He looked at me as if I’d just fallen off the turnip truck. He surely thought I was jiving him. It was seemingly incomprehensible to him that a harness racing could be contested at anything other than a mile distance — not to mention all those other weird factors.
But the Prix d’Amérique gets huge crowds, people who come from all over Europe for the great spectacle.
Many tracks in Europe are one-kilometer in circumference. That’s basically a 5/8-mile track. A popular distance is 2,100 meters or just a bit more than two laps around the track.
I believe that when Hazel Park opened in the 1950s, it was the first 5/8-mile track. I am sure it was seen as a compromise between the tight turns of a half-mile track and the vast spaces of a mile track. (Remember: there were no TV cameras then to follow horses. You had to rely on your own eyesight).
I just wonder if someone mused, “Let’s take one of the most exciting parts of a race [the start] and put it on the backstretch as far from the public as possible. Then let’s take one of the most lackluster parts of a race [the second quarter] and put it right in front of the public.”
You might think the mile races on a 5/8-mile track are not my favorites. And you would be correct.

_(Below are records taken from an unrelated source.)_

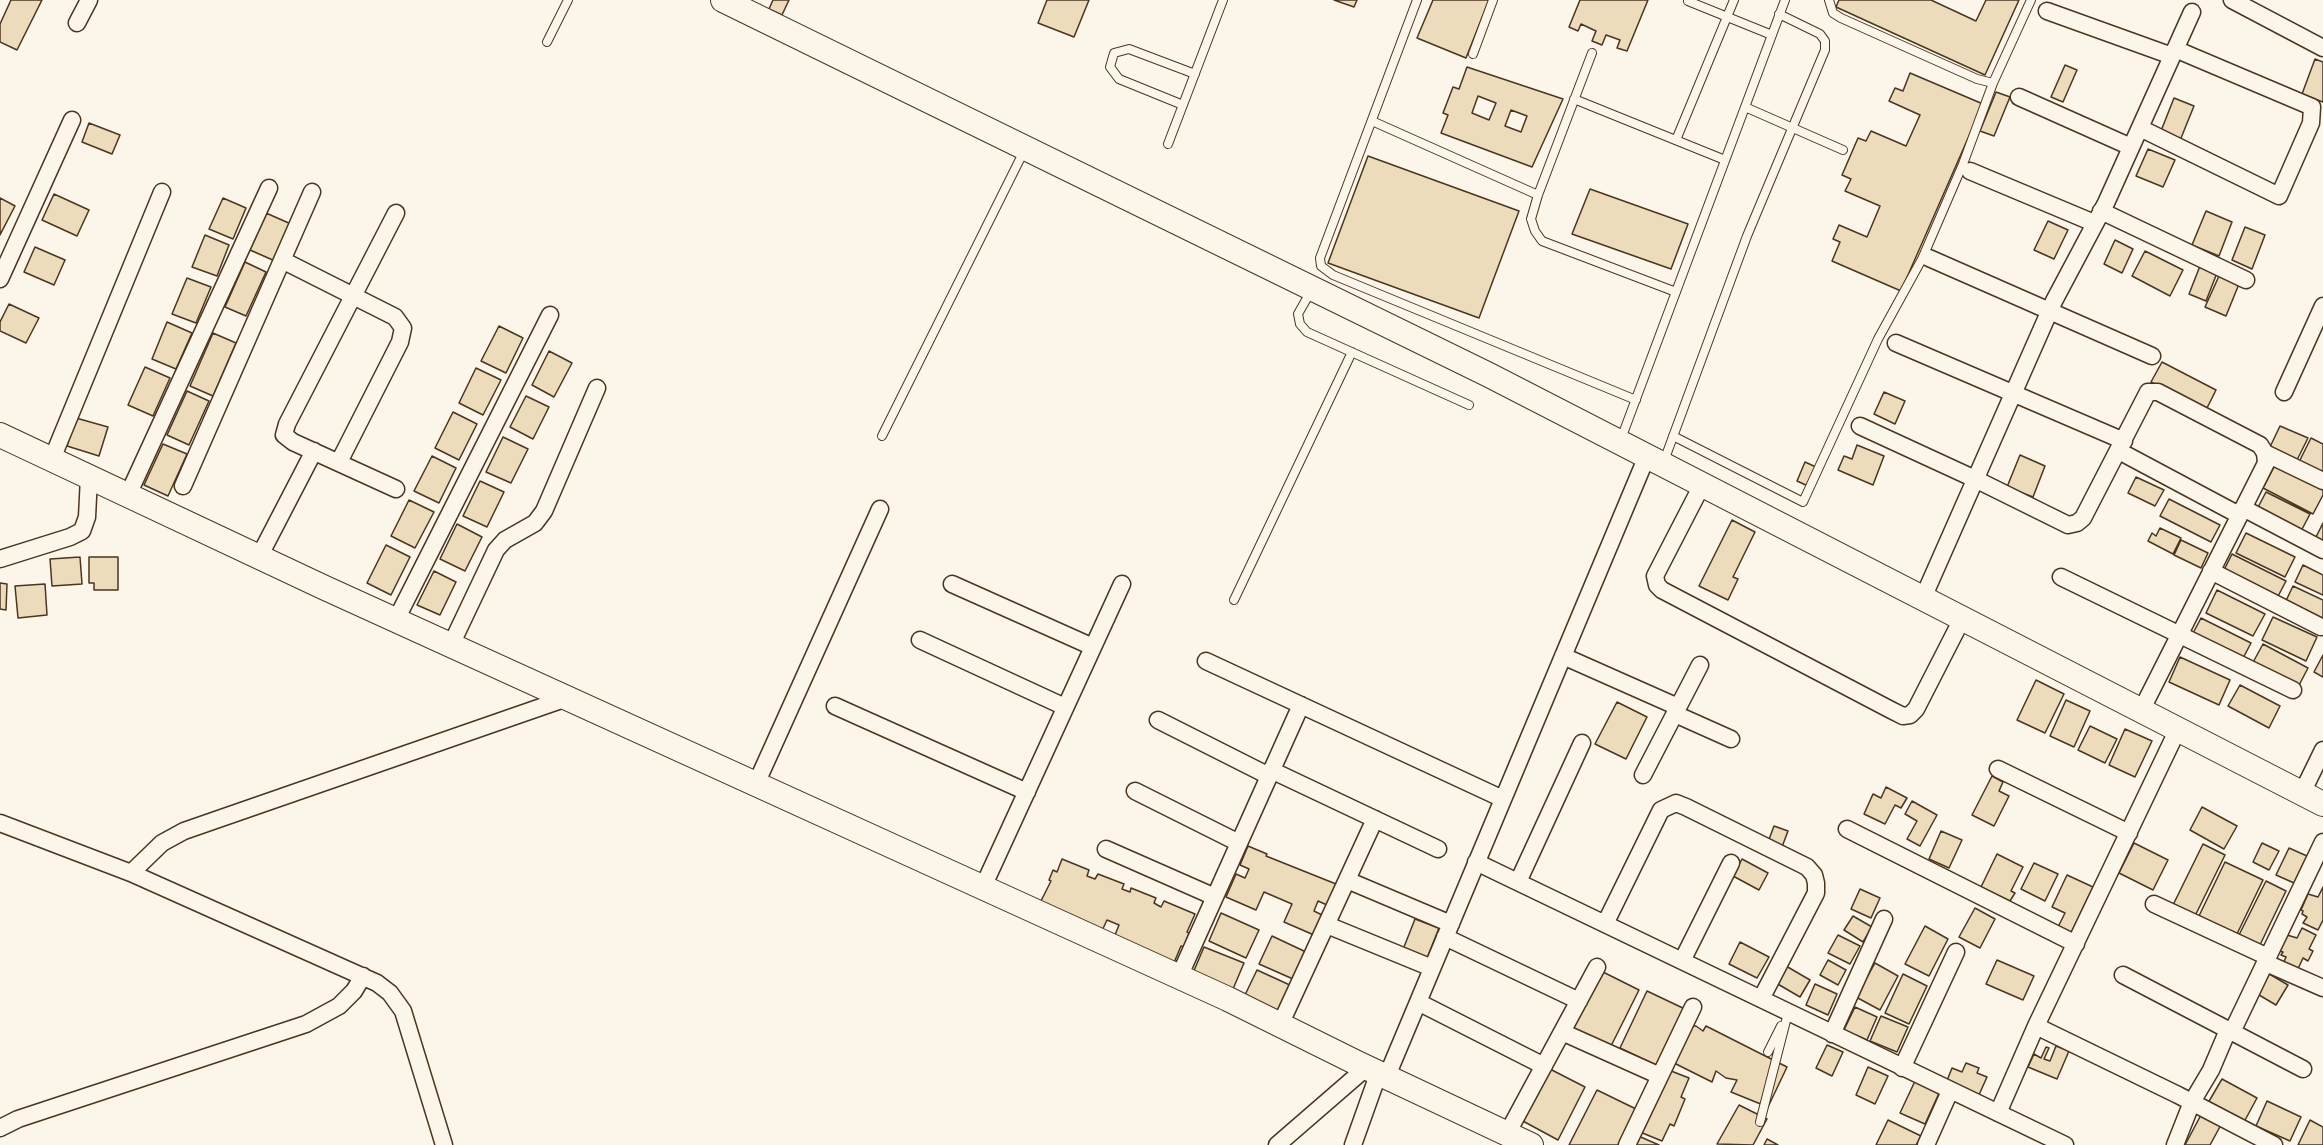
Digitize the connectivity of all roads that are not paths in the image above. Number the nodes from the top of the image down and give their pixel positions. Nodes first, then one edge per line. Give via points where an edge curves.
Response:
1 (89, 0) edge
2 (568, 0) edge
3 (723, 0) edge
4 (1223, 0) edge
5 (1418, 0) edge
6 (1493, 0) edge
7 (1734, 0) edge
8 (1785, 0) edge
9 (1829, 0) edge
10 (2031, 0) edge
11 (2232, 0) edge
12 (1688, 1) edge
13 (2047, 11) dead end
14 (2192, 12) dead end
15 (1779, 14) junction
16 (1727, 17) junction
17 (77, 23) dead end
18 (1772, 35) junction
19 (547, 42) dead end
20 (2323, 48) edge
21 (1592, 52) dead end
22 (2174, 52) junction
23 (1473, 54) dead end
24 (1195, 74) junction
25 (1993, 83) junction
26 (2019, 97) dead end
27 (1574, 99) junction
28 (1183, 105) junction
29 (1745, 107) junction
30 (72, 120) dead end
31 (1372, 121) junction
32 (1792, 128) junction
33 (2140, 128) junction
34 (1676, 140) junction
35 (1168, 144) dead end
36 (2131, 147) junction
37 (1026, 148) junction
38 (1843, 150) dead end
39 (1725, 160) junction
40 (1970, 171) dead end
41 (269, 188) dead end
42 (162, 192) dead end
43 (312, 192) dead end
44 (1538, 195) junction
45 (396, 213) dead end
46 (2097, 217) junction
47 (1929, 258) dead end
48 (282, 260) junction
49 (0, 279) edge
50 (2246, 280) dead end
51 (1313, 288) junction
52 (1676, 292) junction
53 (354, 295) junction
54 (2323, 306) edge
55 (2050, 310) junction
56 (550, 315) dead end
57 (1896, 343) dead end
58 (1352, 352) junction
59 (2152, 356) dead end
60 (597, 388) dead end
61 (2284, 392) dead end
62 (2013, 394) junction
63 (1636, 400) junction
64 (1469, 405) dead end
65 (1860, 426) dead end
66 (0, 435) edge
67 (882, 436) dead end
68 (1673, 436) junction
69 (1620, 442) junction
70 (2121, 446) junction
71 (314, 451) junction
72 (2265, 453) junction
73 (52, 459) junction
74 (1654, 460) junction
75 (339, 462) junction
76 (89, 477) junction
77 (1976, 479) junction
78 (2323, 481) edge
79 (1702, 485) junction
80 (183, 486) dead end
81 (396, 489) dead end
82 (128, 495) junction
83 (880, 509) dead end
84 (2241, 511) junction
85 (2323, 550) edge
86 (260, 557) junction
87 (0, 558) edge
88 (2211, 571) junction
89 (2061, 577) dead end
90 (952, 584) dead end
91 (1122, 584) dead end
92 (1923, 598) junction
93 (1234, 600) dead end
94 (1962, 619) junction
95 (396, 620) junction
96 (2321, 627) dead end
97 (2180, 634) junction
98 (920, 640) dead end
99 (452, 645) junction
100 (1093, 647) junction
101 (1563, 656) junction
102 (1206, 661) dead end
103 (1700, 665) dead end
104 (2293, 690) dead end
105 (567, 698) junction
106 (1301, 705) junction
107 (834, 706) dead end
108 (1065, 707) junction
109 (1676, 711) junction
110 (2141, 711) junction
111 (1158, 720) dead end
112 (2178, 729) junction
113 (1731, 739) dead end
114 (1582, 743) dead end
115 (2323, 750) edge
116 (1998, 769) dead end
117 (1270, 773) junction
118 (1643, 775) dead end
119 (756, 784) junction
120 (1135, 791) dead end
121 (1027, 792) junction
122 (1503, 799) junction
123 (2313, 799) edge
124 (1375, 819) junction
125 (0, 823) edge
126 (1847, 829) dead end
127 (2129, 833) junction
128 (2323, 842) edge
129 (1239, 843) junction
130 (1106, 849) dead end
131 (1438, 849) dead end
132 (1476, 862) junction
133 (1731, 863) dead end
134 (131, 873) junction
135 (1347, 880) junction
136 (1518, 882) junction
137 (983, 887) junction
138 (1215, 897) junction
139 (2154, 904) dead end
140 (1884, 919) dead end
141 (1605, 924) junction
142 (1328, 925) junction
143 (1448, 931) junction
144 (2076, 944) junction
145 (1956, 952) dead end
146 (2267, 960) junction
147 (1682, 961) junction
148 (1597, 967) dead end
149 (1432, 968) junction
150 (2123, 975) dead end
151 (363, 976) junction
152 (1179, 977) junction
153 (2323, 988) edge
154 (1761, 999) junction
155 (1579, 1001) junction
156 (1418, 1002) junction
157 (1693, 1007) dead end
158 (1788, 1012) junction
159 (1280, 1025) junction
160 (2036, 1026) junction
161 (2230, 1031) junction
162 (1562, 1032) junction
163 (1832, 1034) junction
164 (1768, 1052) dead end
165 (1544, 1066) junction
166 (1902, 1068) junction
167 (2303, 1069) dead end
168 (1378, 1072) junction
169 (1660, 1076) junction
170 (1950, 1091) junction
171 (2192, 1102) junction
172 (1998, 1113) junction
173 (1760, 1122) dead end
174 (0, 1128) edge
175 (1507, 1134) junction
176 (444, 1145) edge
177 (1277, 1145) edge
178 (1353, 1145) edge
179 (1531, 1145) edge
180 (1627, 1145) edge
181 (1926, 1145) edge
182 (2066, 1145) edge
183 (2175, 1145) edge
184 (2274, 1145) edge

1 - 17 street
2 - 19 lane
3 - 37 street
4 - 24 lane
5 - 31 lane
6 - 23 lane
7 - 16 lane
8 - 15 lane
9 - 25 lane via 1833,13 1841,18
10 - 25 lane
11 - 20 street
12 - 16 lane
13 - 22 street
14 - 22 street
15 - 18 lane
15 - 32 lane via 1820,34 1825,41 1825,50
16 - 18 lane
16 - 34 lane
18 - 29 lane
21 - 27 lane
22 - 33 street
22 - 33 street via 2312,107 2311,123 2279,196
24 - 28 lane
24 - 28 lane via 1129,49 1114,53 1110,66 1119,79
25 - 68 lane via 1922,259 1878,339 1803,502
26 - 36 street
27 - 34 lane
27 - 44 lane
28 - 35 lane
29 - 32 lane
29 - 39 lane
30 - 49 street
31 - 44 lane
31 - 63 lane via 1320,258 1321,266
32 - 38 lane
32 - 68 lane
33 - 36 street
34 - 39 lane
36 - 46 street
37 - 51 street
37 - 67 lane
39 - 52 lane
40 - 46 street
41 - 82 street
42 - 73 street
43 - 48 street
44 - 52 lane via 1532,219 1542,241
45 - 53 street
46 - 50 street
46 - 55 street
47 - 55 street
48 - 53 street
48 - 80 street
51 - 58 lane via 1299,314 1300,324 1307,332
51 - 69 street
52 - 63 lane
53 - 71 street via 284,435
53 - 75 street via 395,317 403,328 400,342
54 - 61 street
55 - 59 street
55 - 62 street
56 - 95 street
57 - 62 street
58 - 64 lane
58 - 93 lane
60 - 99 street via 544,511 535,523 505,540 496,550
62 - 70 street
62 - 77 street
63 - 69 lane
65 - 77 street
66 - 73 street
68 - 74 lane
69 - 74 street
70 - 72 street via 2145,396 2158,392 2252,440
70 - 77 street via 2077,523 2061,523
70 - 84 street
71 - 75 street
71 - 86 street
72 - 78 street
72 - 84 street via 2265,463
73 - 76 street
74 - 79 street
74 - 101 street
75 - 81 street
76 - 82 street
76 - 87 street via 87,517 82,531
77 - 92 street
79 - 92 street
79 - 94 street via 1656,576 1657,585 1891,710 1903,716 1916,709
82 - 86 street
83 - 119 street
84 - 85 street
84 - 88 street
86 - 95 street
88 - 96 street
88 - 97 street
89 - 97 street
90 - 100 street
91 - 100 street
92 - 94 street
94 - 110 street
95 - 99 street
97 - 104 street
97 - 110 street
98 - 108 street
99 - 105 street
100 - 108 street
101 - 109 street
101 - 122 street
102 - 106 street
103 - 109 street
105 - 119 street
105 - 134 street via 184,831 162,843
106 - 117 street
106 - 122 street
107 - 121 street
108 - 121 street
109 - 113 street
109 - 118 street
110 - 112 street
111 - 117 street
112 - 123 street
112 - 127 street
114 - 136 street
115 - 123 street
116 - 127 street
117 - 124 street
117 - 129 street
119 - 137 street
120 - 129 street
121 - 137 street
122 - 132 street
124 - 131 street
124 - 135 street
125 - 134 street
126 - 144 street
127 - 144 street
128 - 146 street
129 - 138 street
130 - 138 street
132 - 136 street
132 - 143 street
133 - 147 street
134 - 151 street
135 - 142 street
135 - 143 street
136 - 141 street
137 - 152 street
138 - 152 street
139 - 146 street
140 - 163 street
141 - 147 street
141 - 154 street via 1661,810 1676,803 1686,807 1807,867 1814,875 1816,893
142 - 149 street
142 - 159 street
143 - 149 street
143 - 155 street
144 - 160 street
145 - 166 street
146 - 153 street
146 - 161 street
147 - 154 street
148 - 155 street
149 - 156 street
150 - 161 street
151 - 174 street via 339,1006 306,1024
151 - 176 street via 390,993 403,1011
152 - 159 street
154 - 158 street
155 - 162 street
156 - 165 street
156 - 168 street
157 - 169 street
158 - 163 street
158 - 164 lane
158 - 173 lane
159 - 168 street
160 - 171 street
160 - 172 street
161 - 167 street
161 - 171 street
162 - 165 street
162 - 169 street
163 - 166 street
165 - 175 street
166 - 170 street
168 - 175 street
168 - 177 street
168 - 178 street
169 - 180 street
170 - 172 street
170 - 181 street
171 - 183 street
171 - 184 street
172 - 182 street
175 - 179 street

I once suggested to a race secretary at an American race secretary meeting that he consider carding some 1-1/4-mile races.
His first question was, “Where would they start?”
It was obvious that he had never contemplated a harness race at anything other than the mile distance.
I told him they would start at the finish line and go two trips around the track; start and finish right in front of the public.
Longer races would allow race secretaries to include more horses. Instead of eight or nine starters, you might have 12-14 starters. That would assure more movement and action instead of single file racing.
People ask, “Twelve horses? And seven of them don’t get a check? You’re crazy!”
Who said that we need to pay only five places? I once surveyed racing officials in harness racing on purse distribution and no one ever gave me a satisfactory answer about why harness track pay five places.
Tradition, I guess.
But should pay only the first three finishers? Should we pay all starters? That’s a debate worth having.
We all recognize that the public isn’t buying what we’re selling now. There are surely many reasons for that. Maybe harness tracks should offer more variety on the program with different distances, more starters, and perhaps a different purse payout.
What have we got to lose?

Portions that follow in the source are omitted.